* YOUR OBJECTIVE *
Reproduce the lines below exactly. Skip images.

* RECORDS FOR THE EXERCISE *
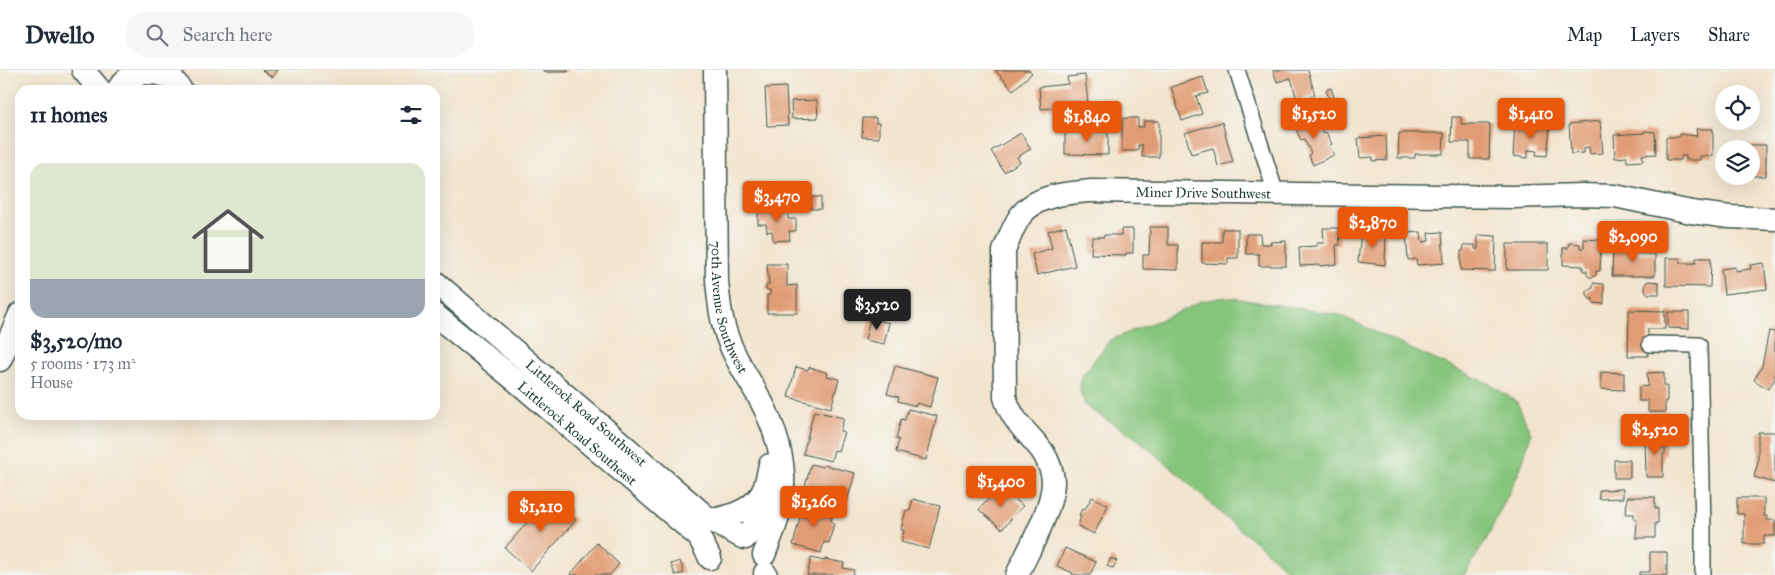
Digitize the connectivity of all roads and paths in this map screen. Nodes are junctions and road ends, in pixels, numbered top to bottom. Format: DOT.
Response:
graph roads {
  1 [pos="84,70"];
  2 [pos="715,70"];
  3 [pos="1237,70"];
  4 [pos="96,85"];
  5 [pos="121,85"];
  6 [pos="177,85"];
  7 [pos="1276,194"];
  8 [pos="1775,219"];
  9 [pos="440,286"];
  10 [pos="440,318"];
  11 [pos="15,326"];
  12 [pos="1650,344"];
  13 [pos="0,360"];
  14 [pos="769,417"];
  15 [pos="770,465"];
  16 [pos="710,520"];
  17 [pos="743,537"];
  18 [pos="710,567"];
  19 [pos="765,569"];
  20 [pos="1017,575"];
  21 [pos="1703,575"];
  1 -- 4 [label="street"];
  2 -- 14 [label="street, 70th Avenue Southwest"];
  3 -- 7 [label="street"];
  5 -- 6 [label="street"];
  7 -- 8 [label="street, Miner Drive Southwest"];
  7 -- 20 [label="street, Miner Drive Southwest"];
  9 -- 16 [label="street, Littlerock Road Southwest"];
  10 -- 18 [label="street, Littlerock Road Southeast"];
  11 -- 13 [label="street"];
  12 -- 21 [label="street"];
  14 -- 15 [label="street, 70th Avenue Southwest"];
  14 -- 19 [label="street, 70th Avenue Southwest"];
  15 -- 16 [label="street"];
  15 -- 17 [label="street, 70th Avenue Southwest"];
  16 -- 17 [label="street, Littlerock Road Southwest"];
  17 -- 18 [label="street"];
  17 -- 19 [label="street, Littlerock Road Southwest"];
}
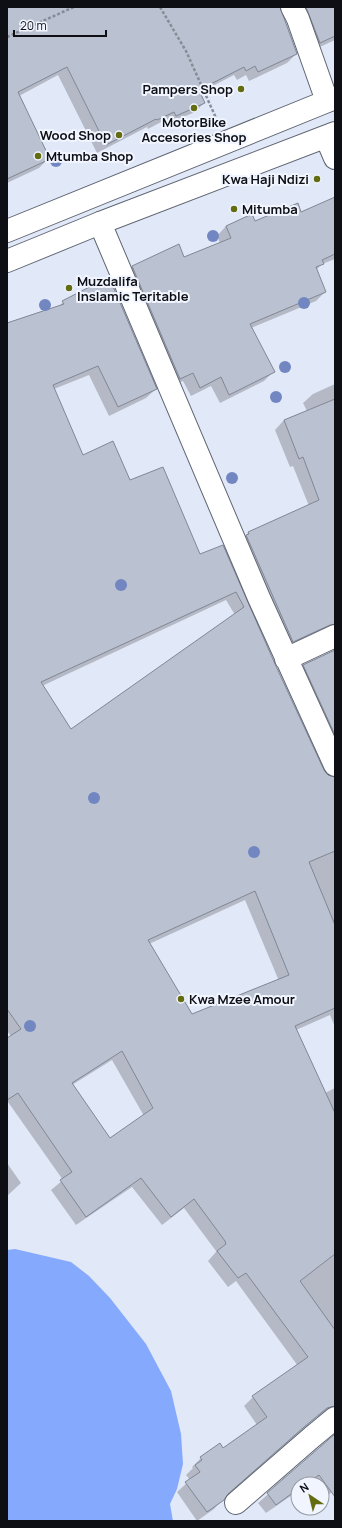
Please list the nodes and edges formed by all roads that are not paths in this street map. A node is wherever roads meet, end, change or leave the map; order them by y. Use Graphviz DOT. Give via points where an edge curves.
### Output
graph roads {
  1 [pos="292,7"];
  2 [pos="331,99"];
  3 [pos="331,135"];
  4 [pos="335,158"];
  5 [pos="100,223"];
  6 [pos="7,231"];
  7 [pos="7,261"];
  8 [pos="335,636"];
  9 [pos="286,659"];
  10 [pos="335,765"];
  11 [pos="335,1418"];
  12 [pos="236,1503"];
  1 -- 2 [label="street"];
  2 -- 6 [label="street"];
  3 -- 4 [label="street"];
  3 -- 5 [label="street"];
  5 -- 7 [label="street"];
  5 -- 9 [label="street"];
  8 -- 9 [label="street"];
  9 -- 10 [label="street"];
  11 -- 12 [label="street"];
}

* ANSWER SPACE *
Digitize the connectivity of all roads and paths in this map screen. Nodes are junctions and road ends, in pixels, numbered top to bottom. Format: DOT.
Response:
graph roads {
  1 [pos="84,70"];
  2 [pos="715,70"];
  3 [pos="1237,70"];
  4 [pos="96,85"];
  5 [pos="121,85"];
  6 [pos="177,85"];
  7 [pos="1276,194"];
  8 [pos="1775,219"];
  9 [pos="440,286"];
  10 [pos="440,318"];
  11 [pos="15,326"];
  12 [pos="1650,344"];
  13 [pos="0,360"];
  14 [pos="769,417"];
  15 [pos="770,465"];
  16 [pos="710,520"];
  17 [pos="743,537"];
  18 [pos="710,567"];
  19 [pos="765,569"];
  20 [pos="1017,575"];
  21 [pos="1703,575"];
  1 -- 4 [label="street"];
  2 -- 14 [label="street, 70th Avenue Southwest"];
  3 -- 7 [label="street"];
  5 -- 6 [label="street"];
  7 -- 8 [label="street, Miner Drive Southwest"];
  7 -- 20 [label="street, Miner Drive Southwest"];
  9 -- 16 [label="street, Littlerock Road Southwest"];
  10 -- 18 [label="street, Littlerock Road Southeast"];
  11 -- 13 [label="street"];
  12 -- 21 [label="street"];
  14 -- 15 [label="street, 70th Avenue Southwest"];
  14 -- 19 [label="street, 70th Avenue Southwest"];
  15 -- 16 [label="street"];
  15 -- 17 [label="street, 70th Avenue Southwest"];
  16 -- 17 [label="street, Littlerock Road Southwest"];
  17 -- 18 [label="street"];
  17 -- 19 [label="street, Littlerock Road Southwest"];
}
Please list the nodes and edges formed by all roads that are not paths in this street map. A node is wherever roads meet, end, change or leave the map; order them by y. Use Graphviz DOT. Give via points where an edge curves.
### Output
graph roads {
  1 [pos="292,7"];
  2 [pos="331,99"];
  3 [pos="331,135"];
  4 [pos="335,158"];
  5 [pos="100,223"];
  6 [pos="7,231"];
  7 [pos="7,261"];
  8 [pos="335,636"];
  9 [pos="286,659"];
  10 [pos="335,765"];
  11 [pos="335,1418"];
  12 [pos="236,1503"];
  1 -- 2 [label="street"];
  2 -- 6 [label="street"];
  3 -- 4 [label="street"];
  3 -- 5 [label="street"];
  5 -- 7 [label="street"];
  5 -- 9 [label="street"];
  8 -- 9 [label="street"];
  9 -- 10 [label="street"];
  11 -- 12 [label="street"];
}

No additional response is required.